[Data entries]
┄┄┄┄┄┄

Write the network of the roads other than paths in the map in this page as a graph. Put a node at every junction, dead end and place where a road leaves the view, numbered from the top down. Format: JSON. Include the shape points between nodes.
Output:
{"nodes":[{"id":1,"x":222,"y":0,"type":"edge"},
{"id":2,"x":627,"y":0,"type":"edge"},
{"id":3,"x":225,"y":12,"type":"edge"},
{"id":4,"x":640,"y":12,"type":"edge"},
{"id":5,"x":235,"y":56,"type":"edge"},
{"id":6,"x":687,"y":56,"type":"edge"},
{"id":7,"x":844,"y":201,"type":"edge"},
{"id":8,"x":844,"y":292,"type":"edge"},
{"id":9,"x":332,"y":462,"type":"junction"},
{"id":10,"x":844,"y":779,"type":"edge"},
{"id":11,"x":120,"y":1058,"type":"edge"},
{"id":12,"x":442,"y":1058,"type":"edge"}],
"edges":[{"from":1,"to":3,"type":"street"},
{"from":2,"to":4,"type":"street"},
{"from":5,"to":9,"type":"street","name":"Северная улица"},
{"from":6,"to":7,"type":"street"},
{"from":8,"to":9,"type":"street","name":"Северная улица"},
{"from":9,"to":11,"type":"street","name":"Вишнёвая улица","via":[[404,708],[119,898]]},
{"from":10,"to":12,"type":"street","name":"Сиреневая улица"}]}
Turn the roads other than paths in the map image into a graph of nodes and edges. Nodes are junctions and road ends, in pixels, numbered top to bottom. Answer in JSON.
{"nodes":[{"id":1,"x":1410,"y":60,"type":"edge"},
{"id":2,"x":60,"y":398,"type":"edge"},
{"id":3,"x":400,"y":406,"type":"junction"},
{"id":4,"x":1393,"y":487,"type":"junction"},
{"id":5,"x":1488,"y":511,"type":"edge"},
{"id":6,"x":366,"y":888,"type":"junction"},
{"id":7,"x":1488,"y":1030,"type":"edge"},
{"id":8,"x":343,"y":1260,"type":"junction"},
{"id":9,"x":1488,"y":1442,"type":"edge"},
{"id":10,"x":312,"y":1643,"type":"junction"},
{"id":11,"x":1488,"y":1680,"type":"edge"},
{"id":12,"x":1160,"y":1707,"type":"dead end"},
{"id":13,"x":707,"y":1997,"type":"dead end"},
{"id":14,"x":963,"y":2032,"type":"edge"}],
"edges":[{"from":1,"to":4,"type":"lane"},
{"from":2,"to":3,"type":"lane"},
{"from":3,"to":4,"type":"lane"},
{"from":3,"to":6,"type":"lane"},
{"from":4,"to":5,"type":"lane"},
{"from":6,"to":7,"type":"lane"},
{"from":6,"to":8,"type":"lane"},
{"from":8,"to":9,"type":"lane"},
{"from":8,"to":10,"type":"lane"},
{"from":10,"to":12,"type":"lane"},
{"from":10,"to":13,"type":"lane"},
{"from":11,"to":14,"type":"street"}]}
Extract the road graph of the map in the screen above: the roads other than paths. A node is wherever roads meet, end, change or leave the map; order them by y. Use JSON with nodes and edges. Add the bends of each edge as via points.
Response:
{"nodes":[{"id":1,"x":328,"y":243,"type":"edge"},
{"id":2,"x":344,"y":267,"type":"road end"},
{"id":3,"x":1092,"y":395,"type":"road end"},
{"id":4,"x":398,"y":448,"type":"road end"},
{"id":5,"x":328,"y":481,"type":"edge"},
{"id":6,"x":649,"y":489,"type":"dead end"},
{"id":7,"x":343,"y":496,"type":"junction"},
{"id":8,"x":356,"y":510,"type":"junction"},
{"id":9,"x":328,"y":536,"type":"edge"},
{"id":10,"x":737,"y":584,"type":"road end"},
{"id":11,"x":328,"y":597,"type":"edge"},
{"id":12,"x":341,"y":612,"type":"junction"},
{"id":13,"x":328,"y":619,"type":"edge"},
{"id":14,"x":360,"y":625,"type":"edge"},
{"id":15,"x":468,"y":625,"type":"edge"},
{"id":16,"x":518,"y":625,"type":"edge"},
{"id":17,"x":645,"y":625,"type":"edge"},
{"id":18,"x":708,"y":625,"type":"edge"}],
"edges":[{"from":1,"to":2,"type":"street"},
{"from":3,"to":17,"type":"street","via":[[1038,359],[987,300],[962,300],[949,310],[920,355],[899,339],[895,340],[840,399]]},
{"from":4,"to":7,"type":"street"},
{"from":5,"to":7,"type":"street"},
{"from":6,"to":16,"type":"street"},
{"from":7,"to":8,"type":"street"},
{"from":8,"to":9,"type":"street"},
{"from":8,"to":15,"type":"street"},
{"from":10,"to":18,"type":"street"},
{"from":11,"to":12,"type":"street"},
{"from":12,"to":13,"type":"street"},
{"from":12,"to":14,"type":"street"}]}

┄┄┄┄┄┄

Print all records shown above, word for word.

TASK OUTPUT
Write the network of the roads other than paths in the map in this page as a graph. Put a node at every junction, dead end and place where a road leaves the view, numbered from the top down. Format: JSON. Include the shape points between nodes.
Output:
{"nodes":[{"id":1,"x":222,"y":0,"type":"edge"},
{"id":2,"x":627,"y":0,"type":"edge"},
{"id":3,"x":225,"y":12,"type":"edge"},
{"id":4,"x":640,"y":12,"type":"edge"},
{"id":5,"x":235,"y":56,"type":"edge"},
{"id":6,"x":687,"y":56,"type":"edge"},
{"id":7,"x":844,"y":201,"type":"edge"},
{"id":8,"x":844,"y":292,"type":"edge"},
{"id":9,"x":332,"y":462,"type":"junction"},
{"id":10,"x":844,"y":779,"type":"edge"},
{"id":11,"x":120,"y":1058,"type":"edge"},
{"id":12,"x":442,"y":1058,"type":"edge"}],
"edges":[{"from":1,"to":3,"type":"street"},
{"from":2,"to":4,"type":"street"},
{"from":5,"to":9,"type":"street","name":"Северная улица"},
{"from":6,"to":7,"type":"street"},
{"from":8,"to":9,"type":"street","name":"Северная улица"},
{"from":9,"to":11,"type":"street","name":"Вишнёвая улица","via":[[404,708],[119,898]]},
{"from":10,"to":12,"type":"street","name":"Сиреневая улица"}]}
Turn the roads other than paths in the map image into a graph of nodes and edges. Nodes are junctions and road ends, in pixels, numbered top to bottom. Answer in JSON.
{"nodes":[{"id":1,"x":1410,"y":60,"type":"edge"},
{"id":2,"x":60,"y":398,"type":"edge"},
{"id":3,"x":400,"y":406,"type":"junction"},
{"id":4,"x":1393,"y":487,"type":"junction"},
{"id":5,"x":1488,"y":511,"type":"edge"},
{"id":6,"x":366,"y":888,"type":"junction"},
{"id":7,"x":1488,"y":1030,"type":"edge"},
{"id":8,"x":343,"y":1260,"type":"junction"},
{"id":9,"x":1488,"y":1442,"type":"edge"},
{"id":10,"x":312,"y":1643,"type":"junction"},
{"id":11,"x":1488,"y":1680,"type":"edge"},
{"id":12,"x":1160,"y":1707,"type":"dead end"},
{"id":13,"x":707,"y":1997,"type":"dead end"},
{"id":14,"x":963,"y":2032,"type":"edge"}],
"edges":[{"from":1,"to":4,"type":"lane"},
{"from":2,"to":3,"type":"lane"},
{"from":3,"to":4,"type":"lane"},
{"from":3,"to":6,"type":"lane"},
{"from":4,"to":5,"type":"lane"},
{"from":6,"to":7,"type":"lane"},
{"from":6,"to":8,"type":"lane"},
{"from":8,"to":9,"type":"lane"},
{"from":8,"to":10,"type":"lane"},
{"from":10,"to":12,"type":"lane"},
{"from":10,"to":13,"type":"lane"},
{"from":11,"to":14,"type":"street"}]}
Extract the road graph of the map in the screen above: the roads other than paths. A node is wherever roads meet, end, change or leave the map; order them by y. Use JSON with nodes and edges. Add the bends of each edge as via points.
Response:
{"nodes":[{"id":1,"x":328,"y":243,"type":"edge"},
{"id":2,"x":344,"y":267,"type":"road end"},
{"id":3,"x":1092,"y":395,"type":"road end"},
{"id":4,"x":398,"y":448,"type":"road end"},
{"id":5,"x":328,"y":481,"type":"edge"},
{"id":6,"x":649,"y":489,"type":"dead end"},
{"id":7,"x":343,"y":496,"type":"junction"},
{"id":8,"x":356,"y":510,"type":"junction"},
{"id":9,"x":328,"y":536,"type":"edge"},
{"id":10,"x":737,"y":584,"type":"road end"},
{"id":11,"x":328,"y":597,"type":"edge"},
{"id":12,"x":341,"y":612,"type":"junction"},
{"id":13,"x":328,"y":619,"type":"edge"},
{"id":14,"x":360,"y":625,"type":"edge"},
{"id":15,"x":468,"y":625,"type":"edge"},
{"id":16,"x":518,"y":625,"type":"edge"},
{"id":17,"x":645,"y":625,"type":"edge"},
{"id":18,"x":708,"y":625,"type":"edge"}],
"edges":[{"from":1,"to":2,"type":"street"},
{"from":3,"to":17,"type":"street","via":[[1038,359],[987,300],[962,300],[949,310],[920,355],[899,339],[895,340],[840,399]]},
{"from":4,"to":7,"type":"street"},
{"from":5,"to":7,"type":"street"},
{"from":6,"to":16,"type":"street"},
{"from":7,"to":8,"type":"street"},
{"from":8,"to":9,"type":"street"},
{"from":8,"to":15,"type":"street"},
{"from":10,"to":18,"type":"street"},
{"from":11,"to":12,"type":"street"},
{"from":12,"to":13,"type":"street"},
{"from":12,"to":14,"type":"street"}]}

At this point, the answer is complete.